Y quiero retomar con el “timing” de estos discursos y cómo se usan en los medios masivos, pero también en la cultura en general, porque lo que tenemos que adivinar detrás de movidas como la del New York Times es la forma en que se está queriendo reencuadrar el debate: cambio estructural por cambios cosméticos en las conductas femeninas, injusticia sistémica por exceso de “feminidad” en la sociedad, y con mucho hincapié en el último tiempo, que mientras que el problema real es que los hombres se están quedando detrás —pero la culpa nunca la tienen ellos—, la verdadera urgencia de las mujeres son las bajas tasas de natalidad, no la desigualdad. No se trata tanto de que estén mirando otro canal, sino que quieren que nosotrxs lo hagamos.

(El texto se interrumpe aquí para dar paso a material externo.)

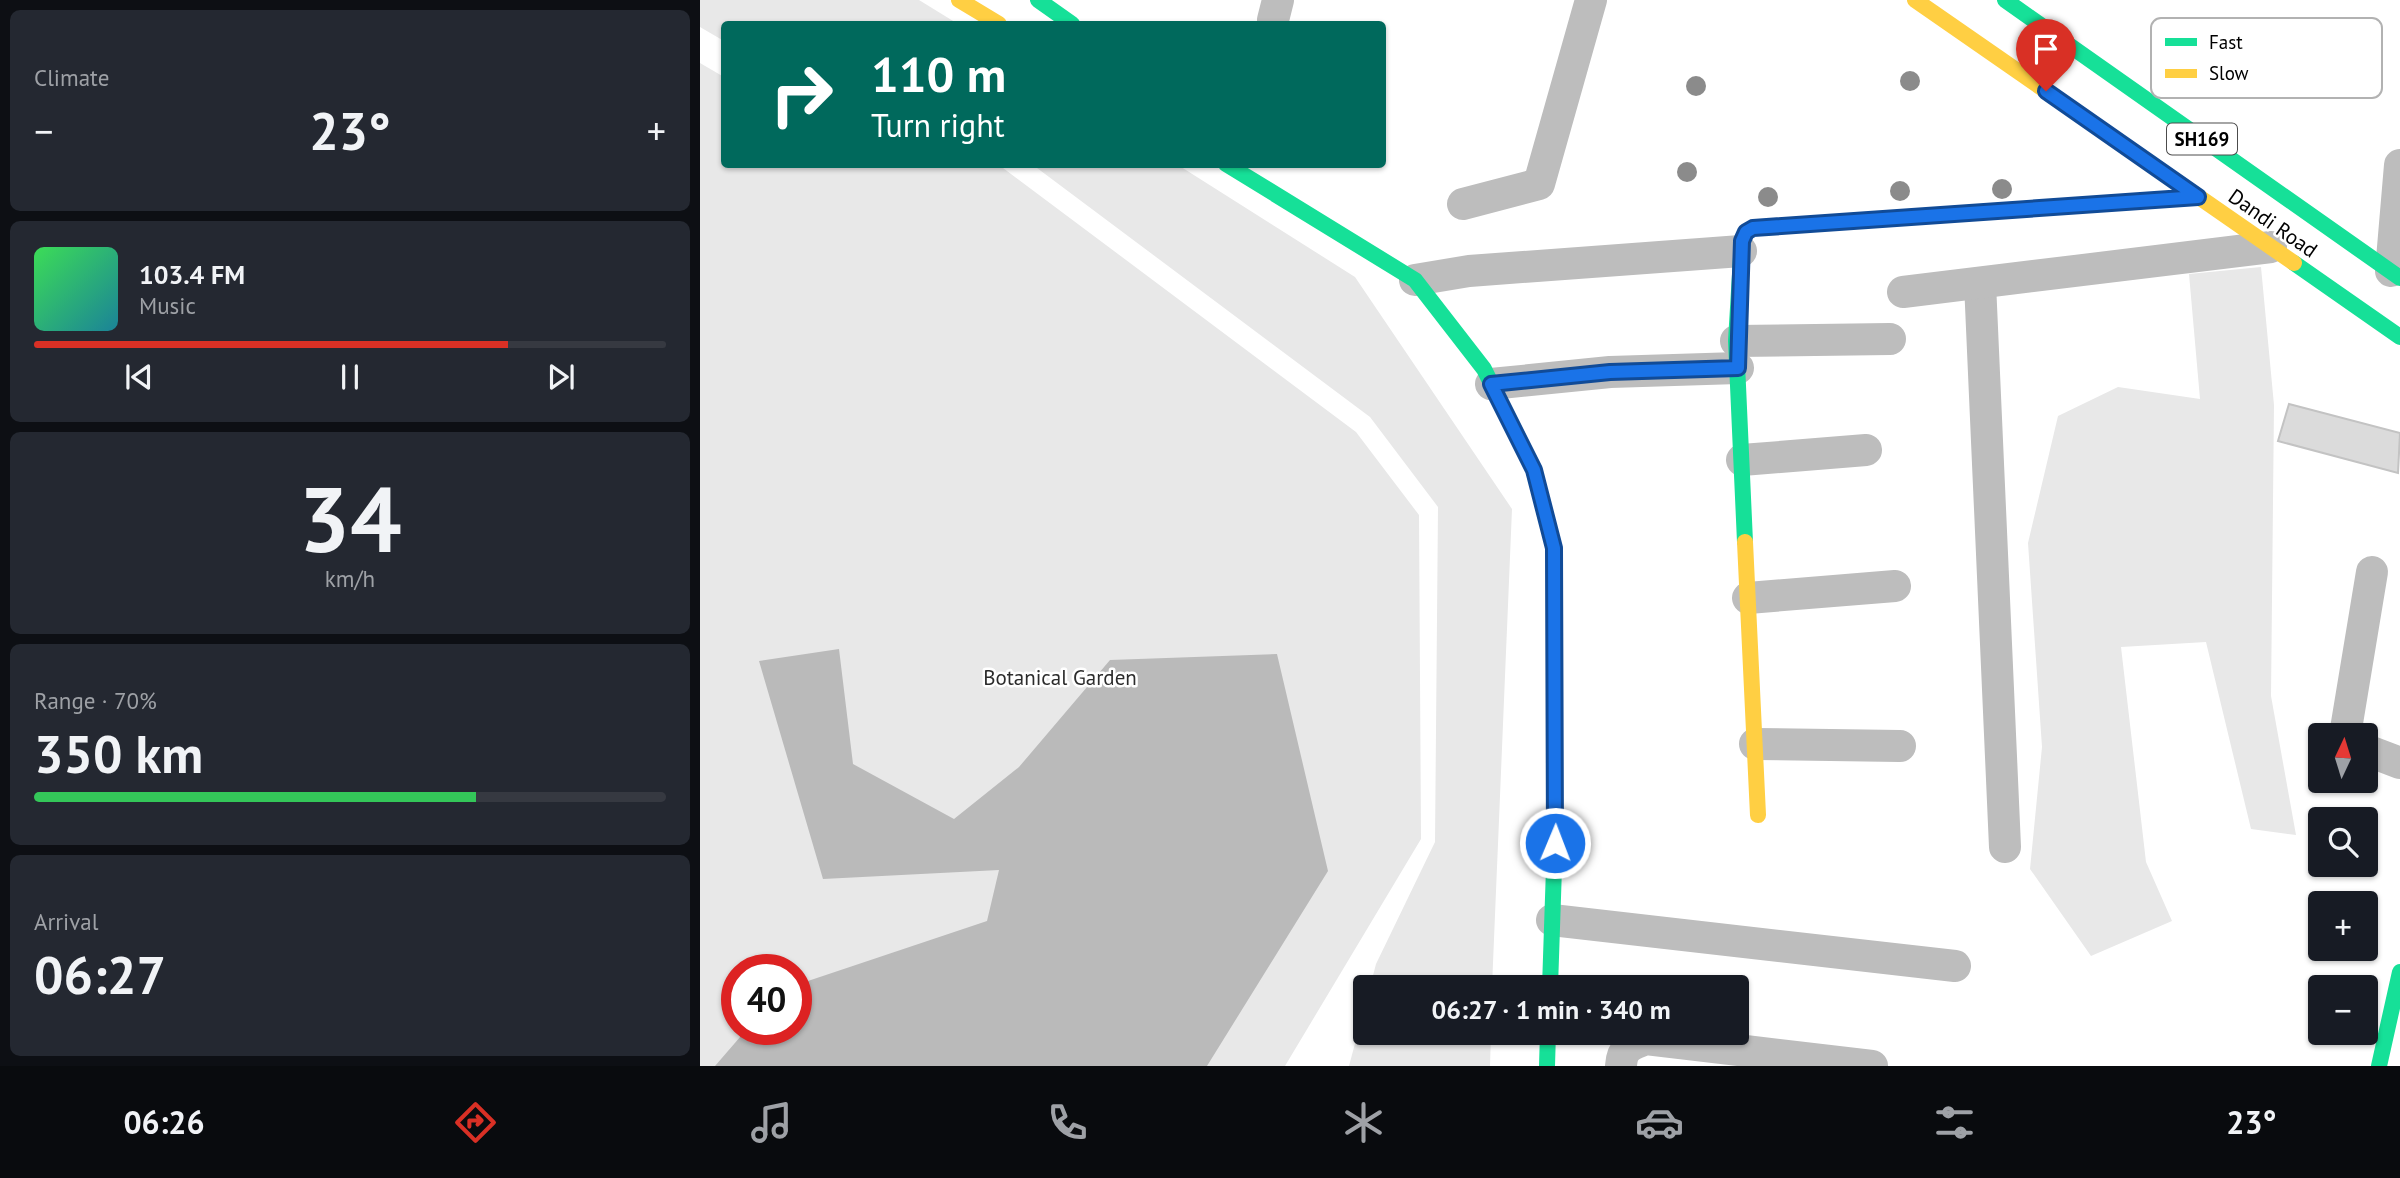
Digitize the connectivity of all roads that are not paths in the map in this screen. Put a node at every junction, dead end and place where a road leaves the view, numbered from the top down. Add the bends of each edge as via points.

Por eso abundan estas nuevas retóricas híbridas, en las que, por ejemplo, se relativiza la existencia de la manosfera como algo tóxico y contraproducente, y por el contrario se piensa una quizás menos radicalizada (¿de centro derecha?), en la que a los varones se les pueda enseñar valores de vulnerabilidad y cuidado, como sugiere Sargeant. Aunque no pida una división más igualitaria del trabajo doméstico o una verdadera conciliación para las madres que trabajan, sino que más bien se lamenta de que las mujeres se sientan obligadas a adaptarse a estructuras laborales explotadoras que “les roban sus años fértiles, prometiéndoles la congelación de óvulos”.
Se ve que para estas feministas resulta muy difícil imaginar que muchas mujeres simplemente no deseamos ser madres y que otras tantas prioricen su carrera profesional, o que las que ya son madres quieran seguir trabajando y solo pidan que no se las penalice profesional o económicamente. Tampoco pasa por la cabeza de la mayoría de los políticos pronatalistas que, como explica la economista ganadora del Premio Nobel Claudia Goldin, la falta de inclinación de los hombres hacia las tareas domésticas y de crianza es, entre otras variables, lo que puede estar frenando las tasas de natalidad.
Y es que si seguimos pensando que la solución es ignorar o disfrazar las desigualdades, señalar las faltas de las mujeres (y feministas) o victimizar a los hombres, que es “a pesar” de nosotras y no “con nosotras”, lo único que podemos esperar es que esta separación que ya estamos viendo se profundice aún más.